Regarding women in the political world, there has been a recent flap over one presidential candidate's belief about 'submitting' to her husband. Are women distinct-but-equal in your religious conception, or is there a hierarchy (formal or informal) that gives men primacy as leaders? Is there a woman's place in the White Home?
The Economy: Tax Policy.
Jesus was no fan of money changers or tax collectors, and I seem to recall another verse about camels, needles and the difficulties of the rich in achieving the Pearly Gates. Do these suggest support for a strongly progressive tax system, at least for those who make their money with money (as opposed to the more honorable job-creationists)? Or is it enough that the Lord helps those who help themselves and boy, have they?! Or does it argue for fewer taxes, period? Does the Bible, Koran or some other sacred text offer guidance here (other than to avoid the consequences of evasion by timely rendering unto Caesar)?
The Environment: Climate Change/Industrial Agriculture.
This may seem an odd policy combination, but I recall Old Testament grants of dominion over the earth and its other creatures, and a call to go forth and multiply. Is this an unrestricted conveyance, such that humans may confidently ply the planet's resources without fear of climatic consequences? And does the "dominion" grant excuse the routinely brutal treatment of food animals in today's agricultural economy or is there a stewardship obligation that accompanies it: to act responsibly in our reproduction, humanely toward other species and cautiously in our depletion of the earth's abundance? Are there other learnings that inform your views on environmental issues? And which candidates' positions are most in keeping with your interpretations?
Constitutional issues: abortion, punishment, same-sex marriage.
'Reproductive rights' is the hardy perennial of American politics. While there appears to be a surface division between churched and unchurched, there are surely many among the former group who favor 'Choice.' How does that choice square with your faith? Do life's rights begin with conception? On the other end of the life cycle, is it ever morally acceptable to kill another person, even a murderer an eye for an eye, or is there another religious justification for capital punishment?

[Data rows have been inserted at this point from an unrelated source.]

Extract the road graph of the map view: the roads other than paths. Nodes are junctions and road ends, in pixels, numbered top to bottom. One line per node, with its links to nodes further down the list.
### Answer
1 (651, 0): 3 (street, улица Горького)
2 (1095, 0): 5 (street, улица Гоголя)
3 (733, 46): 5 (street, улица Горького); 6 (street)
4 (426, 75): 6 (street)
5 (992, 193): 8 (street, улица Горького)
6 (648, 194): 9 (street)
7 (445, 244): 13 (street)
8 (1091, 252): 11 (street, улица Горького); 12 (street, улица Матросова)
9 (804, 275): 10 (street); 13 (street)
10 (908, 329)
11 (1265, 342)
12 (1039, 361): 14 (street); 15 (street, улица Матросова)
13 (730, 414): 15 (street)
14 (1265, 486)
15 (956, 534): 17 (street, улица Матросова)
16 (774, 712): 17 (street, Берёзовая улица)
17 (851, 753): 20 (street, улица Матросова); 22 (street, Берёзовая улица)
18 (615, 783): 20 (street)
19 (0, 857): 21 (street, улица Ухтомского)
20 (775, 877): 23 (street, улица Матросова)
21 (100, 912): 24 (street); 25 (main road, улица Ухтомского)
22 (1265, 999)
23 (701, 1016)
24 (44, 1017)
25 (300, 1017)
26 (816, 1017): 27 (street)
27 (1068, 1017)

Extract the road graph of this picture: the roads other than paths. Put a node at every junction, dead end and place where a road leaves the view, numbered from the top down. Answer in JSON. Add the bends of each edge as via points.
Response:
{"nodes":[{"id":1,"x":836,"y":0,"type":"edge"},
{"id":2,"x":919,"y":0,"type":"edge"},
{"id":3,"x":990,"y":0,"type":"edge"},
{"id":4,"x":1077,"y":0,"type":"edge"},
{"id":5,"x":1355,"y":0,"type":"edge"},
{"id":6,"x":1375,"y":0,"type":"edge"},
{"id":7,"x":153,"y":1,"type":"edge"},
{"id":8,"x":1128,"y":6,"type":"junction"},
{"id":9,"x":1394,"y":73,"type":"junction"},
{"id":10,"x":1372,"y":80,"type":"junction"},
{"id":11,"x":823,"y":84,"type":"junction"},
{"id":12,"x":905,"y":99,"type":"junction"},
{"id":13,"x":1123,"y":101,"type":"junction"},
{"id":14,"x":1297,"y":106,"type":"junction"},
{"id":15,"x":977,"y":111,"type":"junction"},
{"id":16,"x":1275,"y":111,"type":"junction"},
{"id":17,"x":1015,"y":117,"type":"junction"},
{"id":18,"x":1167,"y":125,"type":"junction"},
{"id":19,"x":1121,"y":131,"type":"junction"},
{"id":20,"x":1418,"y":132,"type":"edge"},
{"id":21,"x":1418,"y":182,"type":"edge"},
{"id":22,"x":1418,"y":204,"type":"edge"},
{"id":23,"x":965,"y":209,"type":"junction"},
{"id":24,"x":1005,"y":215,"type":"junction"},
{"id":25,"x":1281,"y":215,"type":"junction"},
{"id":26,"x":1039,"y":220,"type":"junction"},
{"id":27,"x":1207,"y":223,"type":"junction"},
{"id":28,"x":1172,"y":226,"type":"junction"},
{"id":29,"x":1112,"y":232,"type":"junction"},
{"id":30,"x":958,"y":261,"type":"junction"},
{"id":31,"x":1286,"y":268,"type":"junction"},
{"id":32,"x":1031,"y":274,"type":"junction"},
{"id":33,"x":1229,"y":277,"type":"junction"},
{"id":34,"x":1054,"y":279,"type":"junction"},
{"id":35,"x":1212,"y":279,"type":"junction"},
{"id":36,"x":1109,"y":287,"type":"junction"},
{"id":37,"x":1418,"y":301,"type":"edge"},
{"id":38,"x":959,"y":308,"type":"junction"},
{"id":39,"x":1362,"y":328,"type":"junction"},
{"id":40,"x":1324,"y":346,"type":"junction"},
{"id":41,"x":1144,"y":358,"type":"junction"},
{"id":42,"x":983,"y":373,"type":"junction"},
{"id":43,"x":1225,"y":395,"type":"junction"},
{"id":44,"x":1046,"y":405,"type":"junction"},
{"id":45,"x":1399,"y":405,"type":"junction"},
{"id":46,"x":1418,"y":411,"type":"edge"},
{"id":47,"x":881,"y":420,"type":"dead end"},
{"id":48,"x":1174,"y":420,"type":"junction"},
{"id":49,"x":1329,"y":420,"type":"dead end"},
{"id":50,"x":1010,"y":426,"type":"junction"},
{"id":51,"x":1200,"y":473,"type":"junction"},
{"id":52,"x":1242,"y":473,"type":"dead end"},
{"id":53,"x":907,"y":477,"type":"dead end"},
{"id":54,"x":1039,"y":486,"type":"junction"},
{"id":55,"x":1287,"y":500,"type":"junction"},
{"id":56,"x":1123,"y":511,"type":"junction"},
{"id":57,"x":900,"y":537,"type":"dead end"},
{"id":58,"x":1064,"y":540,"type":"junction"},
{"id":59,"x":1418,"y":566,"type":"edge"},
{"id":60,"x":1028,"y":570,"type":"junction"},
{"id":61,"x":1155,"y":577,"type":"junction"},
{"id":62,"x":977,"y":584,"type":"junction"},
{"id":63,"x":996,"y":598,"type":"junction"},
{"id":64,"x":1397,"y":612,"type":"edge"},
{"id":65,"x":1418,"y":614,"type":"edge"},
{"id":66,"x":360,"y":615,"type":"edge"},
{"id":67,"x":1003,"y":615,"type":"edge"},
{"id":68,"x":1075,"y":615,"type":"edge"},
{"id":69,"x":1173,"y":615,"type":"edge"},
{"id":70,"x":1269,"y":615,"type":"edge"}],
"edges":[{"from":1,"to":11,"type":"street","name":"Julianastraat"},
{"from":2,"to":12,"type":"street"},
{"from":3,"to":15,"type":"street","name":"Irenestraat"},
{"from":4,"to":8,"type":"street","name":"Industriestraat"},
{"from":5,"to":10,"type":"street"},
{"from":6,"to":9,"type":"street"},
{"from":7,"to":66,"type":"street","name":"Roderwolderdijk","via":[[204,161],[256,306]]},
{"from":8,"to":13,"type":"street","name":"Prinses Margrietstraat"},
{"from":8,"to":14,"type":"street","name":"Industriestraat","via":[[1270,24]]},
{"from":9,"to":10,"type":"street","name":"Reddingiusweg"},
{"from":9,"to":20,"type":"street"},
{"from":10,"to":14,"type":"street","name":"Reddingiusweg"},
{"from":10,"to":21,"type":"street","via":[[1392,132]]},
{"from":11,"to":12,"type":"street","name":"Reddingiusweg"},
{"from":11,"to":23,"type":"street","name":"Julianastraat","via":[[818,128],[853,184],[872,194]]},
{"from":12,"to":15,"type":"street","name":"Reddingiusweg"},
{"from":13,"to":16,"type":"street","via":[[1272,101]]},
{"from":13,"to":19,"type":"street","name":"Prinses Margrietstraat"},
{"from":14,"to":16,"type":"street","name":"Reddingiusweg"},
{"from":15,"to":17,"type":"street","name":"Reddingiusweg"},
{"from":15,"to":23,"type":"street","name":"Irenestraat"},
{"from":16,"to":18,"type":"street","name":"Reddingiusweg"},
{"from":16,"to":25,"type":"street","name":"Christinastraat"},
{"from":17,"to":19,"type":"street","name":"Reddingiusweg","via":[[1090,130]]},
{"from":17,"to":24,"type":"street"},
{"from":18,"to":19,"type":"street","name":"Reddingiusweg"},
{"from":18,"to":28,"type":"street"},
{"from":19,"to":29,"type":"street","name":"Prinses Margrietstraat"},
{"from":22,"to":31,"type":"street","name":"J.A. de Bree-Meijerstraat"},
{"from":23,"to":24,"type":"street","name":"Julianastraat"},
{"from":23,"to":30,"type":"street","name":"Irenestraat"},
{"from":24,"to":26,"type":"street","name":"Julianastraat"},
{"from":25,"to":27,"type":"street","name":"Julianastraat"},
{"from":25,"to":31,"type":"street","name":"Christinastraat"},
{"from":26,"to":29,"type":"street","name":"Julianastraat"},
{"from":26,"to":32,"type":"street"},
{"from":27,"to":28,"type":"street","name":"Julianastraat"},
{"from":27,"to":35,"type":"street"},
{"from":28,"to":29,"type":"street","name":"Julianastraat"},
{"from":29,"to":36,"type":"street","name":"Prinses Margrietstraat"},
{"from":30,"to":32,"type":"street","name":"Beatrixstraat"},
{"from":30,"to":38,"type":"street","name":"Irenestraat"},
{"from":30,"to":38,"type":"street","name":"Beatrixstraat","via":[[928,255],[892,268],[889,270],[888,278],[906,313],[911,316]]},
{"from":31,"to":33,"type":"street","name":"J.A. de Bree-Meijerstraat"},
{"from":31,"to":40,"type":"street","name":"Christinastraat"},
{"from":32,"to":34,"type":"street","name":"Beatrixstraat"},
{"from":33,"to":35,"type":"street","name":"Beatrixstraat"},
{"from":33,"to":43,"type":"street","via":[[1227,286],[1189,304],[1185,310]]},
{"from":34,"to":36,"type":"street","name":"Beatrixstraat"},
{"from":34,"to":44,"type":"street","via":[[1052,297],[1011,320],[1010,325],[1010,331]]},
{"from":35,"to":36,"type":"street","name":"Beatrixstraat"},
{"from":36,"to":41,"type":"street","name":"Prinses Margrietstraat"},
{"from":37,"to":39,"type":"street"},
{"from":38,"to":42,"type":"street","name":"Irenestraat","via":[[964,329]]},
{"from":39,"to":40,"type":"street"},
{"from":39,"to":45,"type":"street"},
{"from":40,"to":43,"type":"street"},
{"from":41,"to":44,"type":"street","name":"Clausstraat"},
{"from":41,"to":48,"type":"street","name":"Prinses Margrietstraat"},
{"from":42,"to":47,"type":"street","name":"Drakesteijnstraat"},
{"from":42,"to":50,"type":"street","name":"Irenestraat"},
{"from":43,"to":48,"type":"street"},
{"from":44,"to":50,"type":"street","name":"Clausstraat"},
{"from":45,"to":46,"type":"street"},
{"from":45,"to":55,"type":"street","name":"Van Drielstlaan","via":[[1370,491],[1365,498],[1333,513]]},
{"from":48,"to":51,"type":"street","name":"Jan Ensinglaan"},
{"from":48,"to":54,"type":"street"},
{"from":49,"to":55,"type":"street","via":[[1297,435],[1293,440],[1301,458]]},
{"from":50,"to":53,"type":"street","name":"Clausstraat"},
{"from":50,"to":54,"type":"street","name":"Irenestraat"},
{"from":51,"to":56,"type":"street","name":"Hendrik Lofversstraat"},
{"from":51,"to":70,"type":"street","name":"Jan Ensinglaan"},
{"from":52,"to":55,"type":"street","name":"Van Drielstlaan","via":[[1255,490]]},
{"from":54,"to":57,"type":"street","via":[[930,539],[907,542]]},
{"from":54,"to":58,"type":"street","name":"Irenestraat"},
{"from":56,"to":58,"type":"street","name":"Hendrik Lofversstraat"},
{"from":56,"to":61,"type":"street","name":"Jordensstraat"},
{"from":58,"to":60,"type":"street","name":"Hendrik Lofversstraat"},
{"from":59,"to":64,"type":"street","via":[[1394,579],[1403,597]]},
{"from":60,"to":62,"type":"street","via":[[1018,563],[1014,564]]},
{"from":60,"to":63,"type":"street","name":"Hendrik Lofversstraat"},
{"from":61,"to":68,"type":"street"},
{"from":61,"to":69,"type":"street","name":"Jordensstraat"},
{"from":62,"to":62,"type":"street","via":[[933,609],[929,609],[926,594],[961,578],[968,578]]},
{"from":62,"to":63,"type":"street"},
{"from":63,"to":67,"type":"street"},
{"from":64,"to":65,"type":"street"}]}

And finally, I've placed gay marriage among the Constitutional issues both because I think minority rights are fundamentally so, and because I predict that the Supremes will resolve it that way (Judge Walker got it right, in my secular view). There are fierce Old Testament injunctions against homosexuality in general, and marriage was surely then seen as a union of a man and some number of women greater than zero. But are the joys (and let us not forget those trials) of marital bliss to be reserved exclusively to one group, albeit large? Would the author of the Sermon on the Mount really agree? Was Jesus not talking about oppressed minorities in his blessings for such as the meek or the poor-in-spirit? Would he advocate for anything less than full equality among the communities of humankind? What Would Jesus, or Buddha or Mohammed really Do on this point?
There are, obviously, many other political issues than the ones I've chosen. Please feel free to hold forth on any of your choosing. After all, this confessional -- while public -- remains fully, safely anonymous.